Alberto Giannelli, Franco Angeli, Milano, 2007.
Recensione di Isabella Merzagora Betsos
Criminologi e, com’è ovvio, psicopatologi forensi hanno e hanno sempre avuto a che fare con la malattia mentale, sicché un libro che tratti di questo tema non può fare che bene. I motivi per leggere questo libro in particolare sono poi anche altri: non è propriamente un manuale, non ne ha l’ambizione né la mole, finisce però per essere un compendio dei temi e soprattutto dei problemi che agitano questa “disciplina indisciplinata” –come la definisce l’Autore che, non a caso, se ne occupa ad alti livelli scientifici da decenni. Scegliendo, con l’ovvia arbitrarietà degli interessi del recensore, vorrei segnalare il tema della “caduta delle mura” manicomiali, per il quale Giannelli cerca di rispondere alla domanda del perché siano cadute così tardi rispetto all’inizio dell’era psicofarmacoterapeutica; quello della riflessione etica, con la pubblicazione della “Carta di Milano” sui diritti del malato (e non solo); quello dei problemi medico legali della psichiatria; quello delle indicazioni che lo psichiatra deve seguire quando si trova di fronte ad un paziente minaccioso; quello del duplice risvolto semantico del termine “custodire”, che significa all’un tempo controllare e proteggere; quello delle nuove forme del disagio psicosociale (stalking, mobbing, gioco d’azzardo patologico).
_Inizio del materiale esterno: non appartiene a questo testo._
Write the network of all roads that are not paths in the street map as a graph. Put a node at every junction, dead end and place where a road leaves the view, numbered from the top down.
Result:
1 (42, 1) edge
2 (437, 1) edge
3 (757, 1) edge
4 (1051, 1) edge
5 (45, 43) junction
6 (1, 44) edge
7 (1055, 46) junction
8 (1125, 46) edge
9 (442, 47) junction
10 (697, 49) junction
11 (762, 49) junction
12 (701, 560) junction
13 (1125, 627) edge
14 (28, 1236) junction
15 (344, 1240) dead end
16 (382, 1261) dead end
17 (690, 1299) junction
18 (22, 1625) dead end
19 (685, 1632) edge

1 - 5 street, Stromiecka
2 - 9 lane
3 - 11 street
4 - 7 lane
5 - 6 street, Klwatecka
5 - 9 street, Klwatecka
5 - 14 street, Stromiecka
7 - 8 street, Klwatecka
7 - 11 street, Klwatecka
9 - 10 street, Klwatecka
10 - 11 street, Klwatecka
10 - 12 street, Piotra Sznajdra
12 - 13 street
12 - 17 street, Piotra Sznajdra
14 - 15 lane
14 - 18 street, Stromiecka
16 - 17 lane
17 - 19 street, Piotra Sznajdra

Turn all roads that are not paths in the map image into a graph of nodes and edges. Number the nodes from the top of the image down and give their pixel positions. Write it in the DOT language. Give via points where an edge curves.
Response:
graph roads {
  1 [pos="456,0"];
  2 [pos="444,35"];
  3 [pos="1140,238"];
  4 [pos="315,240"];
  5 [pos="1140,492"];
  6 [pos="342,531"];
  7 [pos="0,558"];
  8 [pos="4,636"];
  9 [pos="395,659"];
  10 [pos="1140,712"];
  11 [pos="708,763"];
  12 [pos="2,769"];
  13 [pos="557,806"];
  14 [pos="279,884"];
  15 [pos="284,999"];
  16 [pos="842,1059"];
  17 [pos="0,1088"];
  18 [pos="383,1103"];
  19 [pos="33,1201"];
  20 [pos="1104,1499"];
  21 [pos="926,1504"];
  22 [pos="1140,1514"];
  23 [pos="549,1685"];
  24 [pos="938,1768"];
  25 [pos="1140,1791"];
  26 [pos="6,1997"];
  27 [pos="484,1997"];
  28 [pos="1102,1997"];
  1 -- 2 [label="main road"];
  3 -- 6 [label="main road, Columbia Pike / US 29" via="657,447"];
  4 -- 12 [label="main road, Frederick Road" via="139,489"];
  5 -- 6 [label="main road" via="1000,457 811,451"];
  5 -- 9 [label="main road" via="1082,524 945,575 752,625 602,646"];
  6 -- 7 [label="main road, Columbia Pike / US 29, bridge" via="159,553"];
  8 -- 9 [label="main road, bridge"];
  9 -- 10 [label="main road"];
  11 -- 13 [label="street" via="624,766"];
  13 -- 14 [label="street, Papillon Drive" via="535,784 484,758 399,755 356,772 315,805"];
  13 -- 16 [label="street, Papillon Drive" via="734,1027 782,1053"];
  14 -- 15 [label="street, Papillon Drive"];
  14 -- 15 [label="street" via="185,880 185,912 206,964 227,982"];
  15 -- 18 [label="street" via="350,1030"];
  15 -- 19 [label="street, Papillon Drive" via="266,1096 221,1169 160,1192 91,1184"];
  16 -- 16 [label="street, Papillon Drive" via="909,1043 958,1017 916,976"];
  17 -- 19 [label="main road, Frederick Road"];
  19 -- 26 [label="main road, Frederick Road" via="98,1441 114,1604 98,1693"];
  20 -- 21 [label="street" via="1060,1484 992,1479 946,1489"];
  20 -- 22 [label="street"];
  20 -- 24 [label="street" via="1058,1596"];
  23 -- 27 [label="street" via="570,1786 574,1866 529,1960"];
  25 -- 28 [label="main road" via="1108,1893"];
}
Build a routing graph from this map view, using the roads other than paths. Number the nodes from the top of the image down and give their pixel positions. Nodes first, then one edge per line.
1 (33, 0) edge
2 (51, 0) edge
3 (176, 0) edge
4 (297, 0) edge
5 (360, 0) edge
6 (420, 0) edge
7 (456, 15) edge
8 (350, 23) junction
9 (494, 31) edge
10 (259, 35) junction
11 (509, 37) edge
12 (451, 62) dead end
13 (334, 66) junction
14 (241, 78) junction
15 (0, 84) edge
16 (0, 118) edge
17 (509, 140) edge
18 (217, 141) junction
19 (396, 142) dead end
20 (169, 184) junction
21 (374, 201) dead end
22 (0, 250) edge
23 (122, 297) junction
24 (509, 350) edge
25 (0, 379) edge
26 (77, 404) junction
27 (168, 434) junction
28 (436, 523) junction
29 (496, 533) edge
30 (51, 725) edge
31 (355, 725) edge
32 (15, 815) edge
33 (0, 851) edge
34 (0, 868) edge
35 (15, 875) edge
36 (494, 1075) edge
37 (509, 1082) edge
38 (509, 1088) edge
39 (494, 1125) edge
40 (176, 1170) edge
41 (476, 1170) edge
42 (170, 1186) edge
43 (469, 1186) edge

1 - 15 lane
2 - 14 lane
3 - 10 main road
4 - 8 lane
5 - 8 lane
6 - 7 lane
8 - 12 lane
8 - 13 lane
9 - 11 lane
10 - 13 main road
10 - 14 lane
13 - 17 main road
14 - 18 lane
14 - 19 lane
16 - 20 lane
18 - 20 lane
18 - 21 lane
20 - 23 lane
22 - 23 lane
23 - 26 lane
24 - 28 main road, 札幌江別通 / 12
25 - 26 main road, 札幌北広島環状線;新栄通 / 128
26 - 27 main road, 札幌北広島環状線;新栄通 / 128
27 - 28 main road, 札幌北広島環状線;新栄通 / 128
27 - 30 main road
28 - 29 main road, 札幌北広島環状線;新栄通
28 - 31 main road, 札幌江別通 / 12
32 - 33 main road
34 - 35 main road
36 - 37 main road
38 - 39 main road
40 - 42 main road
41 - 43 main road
Ma soprattutto, sempre a parere del recensore, sono allettanti le pagine dedicate allo statuto scientifico di questa “scienza di confine”, ovvero “la meno medica fra tutte le discipline mediche”, che si occupa della mente, e non del cervello, e quindi necessariamente anche di filosofia -Kant non aveva poi tutti i torti a volere che fossero i filosofi ad occuparsi di malattie mentali, al più: “Per gratitudine, il medico non dovrebbe poi negare al filosofo un suo intervento, se questi talvolta tentasse l’impegnativa ma sempre vana cura della pazzia”-, che ha come strumento la parola, che muta la definizione di “malattia” in funzione del contesto culturale. Scrive Teresa d’Avila nella propria Autobiografia intorno alla metà del Cinquecento: “Stando in preghiera, nella festa del glorioso san Pietro, vidi presso di me –o piuttosto sentii, perché non vidi nulla con gli occhi del corpo né con quelli dell’anima-, mi parve, dico, di vedere presso di me Gesù Cristo. Capii nel medesimo tempo che era lui che io credevo di sentir parlare”. Queste parole, se pronunciate da una qualsiasi persona oggidì comporterebbero eo ipso una diagnosi; nessuno stupore: semplicemente allora e secondo quella cultura, quel “delirio” era culturalmente compatibile. Ciò, insomma, per dire che la psichiatria è diversa dalla nefrologia, dalla traumatologia, dall’otorinolaringoiatria, e via citando, non tanto perché abbia un diverso oggetto –anche le materia menzionate hanno diversi oggetti, ma sempre riconducibili al biologico ed organico-, ma perché nel loro discorso l’uomo rientra con il suo corpo, poi con la sua mente, e poi anche con tutto il suo corredo culturale.
Dalle osservazioni circa le specificità della psichiatria rispetto alla medicina del corpo –neurologia compresa- emerge infine la proposta definita dall’Autore “utopistica” e “provocatoria”, ma che sarebbe bene prendere in seria considerazione: quella della creazione di una Facoltà di Psichiatria e Scienze del Comportamento, distinta da quella di Medicina, della quale Giannelli tratteggia persino un possibile piano di studi in cui non manca la criminologia (assieme alla psichiatria forense, per il vero: unico appunto che ci sentiamo di fare), e che sarebbe destinata a formare gli esperti della psiche e del comportamento patologici. Ebbene: perché no?